The division meanwhile slumped into the red last year with an operational loss of £99 million ($141 million, 128 million euros). That contrasted sharply with a profit of £183 million in 2014.

“This reflected… a high level of competition in both the domestic and business customer markets, reduced sales volumes and the continuing cost of domestic customer service system and process problems that began in 2013,” the group said.

The number of customer accounts slid seven percent to 4.77 million by the end of last year.

In December 2015, the group agreed with British energy regulator Ofgem to pay £26 million in a vast customer redress package after failings with its billing and complaint handling.

The two-year recovery plan is meanwhile aimed at delivering a “robust business” built on lower costs, simplicity and high-quality customer service, it said.
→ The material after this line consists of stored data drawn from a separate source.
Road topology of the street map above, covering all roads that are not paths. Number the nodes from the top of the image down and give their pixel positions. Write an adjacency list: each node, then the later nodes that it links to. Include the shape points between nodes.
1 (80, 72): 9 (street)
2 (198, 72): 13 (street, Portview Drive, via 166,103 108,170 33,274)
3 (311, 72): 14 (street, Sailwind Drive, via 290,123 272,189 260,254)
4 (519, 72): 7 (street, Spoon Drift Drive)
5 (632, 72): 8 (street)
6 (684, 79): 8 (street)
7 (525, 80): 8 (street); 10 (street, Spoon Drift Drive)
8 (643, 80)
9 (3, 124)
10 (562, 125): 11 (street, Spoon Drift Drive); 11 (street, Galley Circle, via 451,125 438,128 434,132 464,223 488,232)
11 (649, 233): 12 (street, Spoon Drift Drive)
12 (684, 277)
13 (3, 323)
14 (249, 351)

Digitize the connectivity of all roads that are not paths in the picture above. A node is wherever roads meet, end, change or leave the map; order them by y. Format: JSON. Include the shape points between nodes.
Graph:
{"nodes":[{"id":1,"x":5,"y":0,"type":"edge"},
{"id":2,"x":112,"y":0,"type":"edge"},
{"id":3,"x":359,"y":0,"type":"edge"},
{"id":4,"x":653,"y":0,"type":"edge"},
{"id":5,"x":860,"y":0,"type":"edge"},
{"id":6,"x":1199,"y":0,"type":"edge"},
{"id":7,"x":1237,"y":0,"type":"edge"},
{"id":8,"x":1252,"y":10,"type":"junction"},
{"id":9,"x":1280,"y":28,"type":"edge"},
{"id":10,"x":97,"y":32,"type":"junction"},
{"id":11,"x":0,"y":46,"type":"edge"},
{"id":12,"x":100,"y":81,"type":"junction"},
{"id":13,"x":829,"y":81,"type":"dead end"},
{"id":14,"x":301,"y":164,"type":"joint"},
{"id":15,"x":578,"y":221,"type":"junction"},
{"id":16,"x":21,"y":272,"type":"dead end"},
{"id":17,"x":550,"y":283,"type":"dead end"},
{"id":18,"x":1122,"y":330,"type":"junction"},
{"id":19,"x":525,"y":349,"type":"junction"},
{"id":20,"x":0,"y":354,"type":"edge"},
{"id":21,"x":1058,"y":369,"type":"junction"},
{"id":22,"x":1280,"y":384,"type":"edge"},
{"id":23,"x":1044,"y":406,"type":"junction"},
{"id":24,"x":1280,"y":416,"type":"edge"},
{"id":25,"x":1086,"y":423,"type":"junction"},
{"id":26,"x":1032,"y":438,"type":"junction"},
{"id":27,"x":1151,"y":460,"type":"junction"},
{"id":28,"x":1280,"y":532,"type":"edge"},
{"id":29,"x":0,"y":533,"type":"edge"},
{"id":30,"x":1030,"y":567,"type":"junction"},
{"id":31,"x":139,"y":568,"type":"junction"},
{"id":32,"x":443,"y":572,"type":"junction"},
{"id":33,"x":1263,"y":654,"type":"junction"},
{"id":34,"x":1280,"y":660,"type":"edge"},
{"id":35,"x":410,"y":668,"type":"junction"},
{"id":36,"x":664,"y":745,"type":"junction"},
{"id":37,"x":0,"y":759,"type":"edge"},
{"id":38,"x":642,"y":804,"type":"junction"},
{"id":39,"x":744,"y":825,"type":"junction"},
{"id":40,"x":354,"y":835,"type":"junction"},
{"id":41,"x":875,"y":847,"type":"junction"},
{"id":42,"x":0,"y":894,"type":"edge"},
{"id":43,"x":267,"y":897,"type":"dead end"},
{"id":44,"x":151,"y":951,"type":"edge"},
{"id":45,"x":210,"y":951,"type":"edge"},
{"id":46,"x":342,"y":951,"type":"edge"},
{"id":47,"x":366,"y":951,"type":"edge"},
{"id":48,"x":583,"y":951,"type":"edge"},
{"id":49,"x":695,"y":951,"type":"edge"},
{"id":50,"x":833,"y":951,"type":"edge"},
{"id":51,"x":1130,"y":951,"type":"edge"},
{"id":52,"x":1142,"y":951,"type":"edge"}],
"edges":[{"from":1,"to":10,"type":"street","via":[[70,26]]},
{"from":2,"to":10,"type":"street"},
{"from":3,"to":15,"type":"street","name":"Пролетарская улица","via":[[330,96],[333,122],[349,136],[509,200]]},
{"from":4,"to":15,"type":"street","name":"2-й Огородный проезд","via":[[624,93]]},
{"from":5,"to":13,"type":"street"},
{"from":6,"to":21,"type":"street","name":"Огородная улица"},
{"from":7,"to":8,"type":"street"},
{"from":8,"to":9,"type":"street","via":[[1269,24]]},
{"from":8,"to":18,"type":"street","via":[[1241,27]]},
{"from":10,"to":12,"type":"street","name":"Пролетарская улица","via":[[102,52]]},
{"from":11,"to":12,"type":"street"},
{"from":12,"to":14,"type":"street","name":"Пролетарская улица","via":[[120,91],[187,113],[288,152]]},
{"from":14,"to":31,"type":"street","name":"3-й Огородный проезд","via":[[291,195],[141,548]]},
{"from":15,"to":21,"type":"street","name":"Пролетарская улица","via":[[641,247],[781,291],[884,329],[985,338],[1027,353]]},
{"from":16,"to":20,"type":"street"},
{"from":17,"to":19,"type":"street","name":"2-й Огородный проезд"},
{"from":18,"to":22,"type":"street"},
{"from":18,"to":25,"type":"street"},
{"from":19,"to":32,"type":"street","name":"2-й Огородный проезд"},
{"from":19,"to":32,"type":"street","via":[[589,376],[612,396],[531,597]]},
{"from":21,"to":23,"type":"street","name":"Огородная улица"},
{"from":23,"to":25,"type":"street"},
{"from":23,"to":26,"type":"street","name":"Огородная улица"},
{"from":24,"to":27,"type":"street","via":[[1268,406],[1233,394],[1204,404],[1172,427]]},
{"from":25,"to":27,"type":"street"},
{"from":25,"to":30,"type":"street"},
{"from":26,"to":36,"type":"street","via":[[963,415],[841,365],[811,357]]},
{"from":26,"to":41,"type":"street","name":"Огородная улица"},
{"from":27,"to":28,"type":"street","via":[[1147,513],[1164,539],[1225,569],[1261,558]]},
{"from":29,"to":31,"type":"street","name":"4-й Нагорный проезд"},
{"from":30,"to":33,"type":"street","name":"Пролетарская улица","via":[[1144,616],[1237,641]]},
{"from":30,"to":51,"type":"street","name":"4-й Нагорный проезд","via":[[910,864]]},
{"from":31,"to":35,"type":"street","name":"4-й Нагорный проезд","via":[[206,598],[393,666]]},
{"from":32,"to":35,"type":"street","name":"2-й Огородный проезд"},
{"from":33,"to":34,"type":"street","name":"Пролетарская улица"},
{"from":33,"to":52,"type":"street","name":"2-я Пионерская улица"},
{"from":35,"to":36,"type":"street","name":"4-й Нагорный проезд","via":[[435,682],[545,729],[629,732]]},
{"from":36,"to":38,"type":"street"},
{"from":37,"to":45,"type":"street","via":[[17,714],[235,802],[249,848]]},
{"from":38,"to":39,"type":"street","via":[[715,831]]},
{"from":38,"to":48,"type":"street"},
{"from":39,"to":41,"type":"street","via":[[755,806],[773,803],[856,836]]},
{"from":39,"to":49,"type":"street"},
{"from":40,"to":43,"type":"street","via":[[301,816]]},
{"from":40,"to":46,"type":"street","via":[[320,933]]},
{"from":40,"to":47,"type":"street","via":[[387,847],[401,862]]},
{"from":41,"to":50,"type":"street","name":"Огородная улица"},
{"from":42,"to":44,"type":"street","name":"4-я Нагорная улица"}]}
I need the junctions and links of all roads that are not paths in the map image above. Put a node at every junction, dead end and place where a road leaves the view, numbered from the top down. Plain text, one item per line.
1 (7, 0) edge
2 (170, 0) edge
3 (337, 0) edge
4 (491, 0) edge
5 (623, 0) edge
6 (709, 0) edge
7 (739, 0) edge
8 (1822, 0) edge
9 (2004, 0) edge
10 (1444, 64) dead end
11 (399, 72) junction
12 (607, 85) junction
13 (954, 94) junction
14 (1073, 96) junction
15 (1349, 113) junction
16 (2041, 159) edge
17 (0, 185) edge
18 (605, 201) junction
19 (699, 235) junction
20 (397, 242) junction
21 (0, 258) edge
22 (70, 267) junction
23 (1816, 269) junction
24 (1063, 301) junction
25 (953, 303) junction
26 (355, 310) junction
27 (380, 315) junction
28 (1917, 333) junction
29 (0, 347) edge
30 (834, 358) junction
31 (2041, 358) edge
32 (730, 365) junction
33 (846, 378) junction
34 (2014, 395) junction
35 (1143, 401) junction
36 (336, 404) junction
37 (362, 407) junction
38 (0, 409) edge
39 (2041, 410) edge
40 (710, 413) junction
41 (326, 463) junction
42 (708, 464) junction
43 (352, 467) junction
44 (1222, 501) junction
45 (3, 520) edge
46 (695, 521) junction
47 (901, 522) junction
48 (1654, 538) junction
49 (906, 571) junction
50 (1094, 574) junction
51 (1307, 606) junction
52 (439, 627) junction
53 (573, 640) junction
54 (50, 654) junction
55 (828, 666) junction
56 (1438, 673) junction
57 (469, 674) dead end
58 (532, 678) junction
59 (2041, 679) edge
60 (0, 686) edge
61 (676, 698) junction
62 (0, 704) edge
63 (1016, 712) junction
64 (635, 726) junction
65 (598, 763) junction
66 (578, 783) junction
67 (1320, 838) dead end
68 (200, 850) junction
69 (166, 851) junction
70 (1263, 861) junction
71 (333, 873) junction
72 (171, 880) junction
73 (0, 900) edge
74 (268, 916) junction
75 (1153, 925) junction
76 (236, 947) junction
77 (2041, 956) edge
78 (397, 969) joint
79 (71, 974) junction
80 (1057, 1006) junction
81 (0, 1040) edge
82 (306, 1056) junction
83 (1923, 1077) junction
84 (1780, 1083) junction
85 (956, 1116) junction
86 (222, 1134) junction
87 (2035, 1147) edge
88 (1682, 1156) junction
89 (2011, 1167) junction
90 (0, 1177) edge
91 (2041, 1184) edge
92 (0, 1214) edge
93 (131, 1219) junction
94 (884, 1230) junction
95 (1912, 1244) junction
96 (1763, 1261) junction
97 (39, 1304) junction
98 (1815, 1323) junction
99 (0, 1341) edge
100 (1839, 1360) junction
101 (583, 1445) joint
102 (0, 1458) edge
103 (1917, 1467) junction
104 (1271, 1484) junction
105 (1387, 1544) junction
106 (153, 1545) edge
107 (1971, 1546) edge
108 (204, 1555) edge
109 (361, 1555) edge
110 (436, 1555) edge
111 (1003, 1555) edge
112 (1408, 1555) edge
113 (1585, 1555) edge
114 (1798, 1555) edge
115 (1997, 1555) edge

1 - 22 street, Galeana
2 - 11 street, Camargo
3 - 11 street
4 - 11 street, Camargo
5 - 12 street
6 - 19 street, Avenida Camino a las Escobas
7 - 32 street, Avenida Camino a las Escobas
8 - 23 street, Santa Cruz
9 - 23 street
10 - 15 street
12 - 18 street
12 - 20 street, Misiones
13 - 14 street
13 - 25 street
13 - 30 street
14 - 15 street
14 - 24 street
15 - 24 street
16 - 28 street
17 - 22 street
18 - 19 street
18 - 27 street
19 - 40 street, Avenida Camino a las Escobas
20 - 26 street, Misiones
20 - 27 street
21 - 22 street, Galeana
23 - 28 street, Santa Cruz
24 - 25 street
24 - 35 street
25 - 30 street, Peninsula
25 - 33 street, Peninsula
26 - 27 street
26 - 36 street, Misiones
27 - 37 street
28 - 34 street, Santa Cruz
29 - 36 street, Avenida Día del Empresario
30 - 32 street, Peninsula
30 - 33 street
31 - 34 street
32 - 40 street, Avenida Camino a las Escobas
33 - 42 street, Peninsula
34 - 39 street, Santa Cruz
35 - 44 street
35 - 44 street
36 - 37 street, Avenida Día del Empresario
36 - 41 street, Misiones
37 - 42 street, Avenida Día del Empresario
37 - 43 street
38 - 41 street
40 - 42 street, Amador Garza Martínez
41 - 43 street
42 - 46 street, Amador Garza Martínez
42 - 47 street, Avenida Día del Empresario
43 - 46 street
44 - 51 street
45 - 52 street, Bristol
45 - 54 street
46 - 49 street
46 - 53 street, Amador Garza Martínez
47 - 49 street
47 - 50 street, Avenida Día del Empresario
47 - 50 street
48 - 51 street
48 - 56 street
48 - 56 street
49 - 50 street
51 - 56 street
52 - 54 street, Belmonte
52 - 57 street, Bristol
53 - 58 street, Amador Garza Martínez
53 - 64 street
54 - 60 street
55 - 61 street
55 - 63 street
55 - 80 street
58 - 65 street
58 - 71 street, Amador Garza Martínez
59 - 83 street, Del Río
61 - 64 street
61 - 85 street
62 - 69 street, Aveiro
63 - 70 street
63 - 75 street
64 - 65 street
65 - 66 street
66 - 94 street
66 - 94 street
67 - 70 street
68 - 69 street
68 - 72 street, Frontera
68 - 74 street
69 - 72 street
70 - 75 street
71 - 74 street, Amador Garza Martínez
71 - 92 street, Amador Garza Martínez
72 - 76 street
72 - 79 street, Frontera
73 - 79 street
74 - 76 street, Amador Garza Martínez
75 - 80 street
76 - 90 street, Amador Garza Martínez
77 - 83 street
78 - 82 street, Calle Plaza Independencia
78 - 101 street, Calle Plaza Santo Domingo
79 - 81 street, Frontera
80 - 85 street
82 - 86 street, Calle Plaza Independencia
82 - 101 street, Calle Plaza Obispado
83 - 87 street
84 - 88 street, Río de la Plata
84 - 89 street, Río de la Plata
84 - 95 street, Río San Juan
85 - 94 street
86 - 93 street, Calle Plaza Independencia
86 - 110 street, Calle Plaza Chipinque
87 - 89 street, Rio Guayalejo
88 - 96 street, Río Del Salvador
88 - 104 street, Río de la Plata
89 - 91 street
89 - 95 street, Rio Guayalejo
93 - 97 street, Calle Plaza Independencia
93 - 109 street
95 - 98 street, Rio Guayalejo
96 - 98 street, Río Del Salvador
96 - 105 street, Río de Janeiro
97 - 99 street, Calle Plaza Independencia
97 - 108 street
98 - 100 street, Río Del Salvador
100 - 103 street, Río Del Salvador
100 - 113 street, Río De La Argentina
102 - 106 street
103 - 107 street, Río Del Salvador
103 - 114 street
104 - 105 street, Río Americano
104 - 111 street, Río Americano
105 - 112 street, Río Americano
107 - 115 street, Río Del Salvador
“Npower takes its responsibilities to its employees seriously and will consult fully with affected employees and with unions over its proposals for the future of the business,” it added.

However, trade unions blasted the move.

“These huge job losses will come as a devastating blow to the workforce,” said Dave Prentis, general secretary at Unison.

“Npower has been in trouble for some time thanks to poor decision-making at the very top, and workers are now paying the price.

“The company’s failure to invest properly in new systems has left it with one of the worst customer service records in the business.”

The German group’s two main businesses in Britain — comprising npower and RWE Generation — made a combined operating loss of £154 million.

RWE npower employs a total of 11,500 people in Britain. There will be no job cuts at any of the division’s power stations.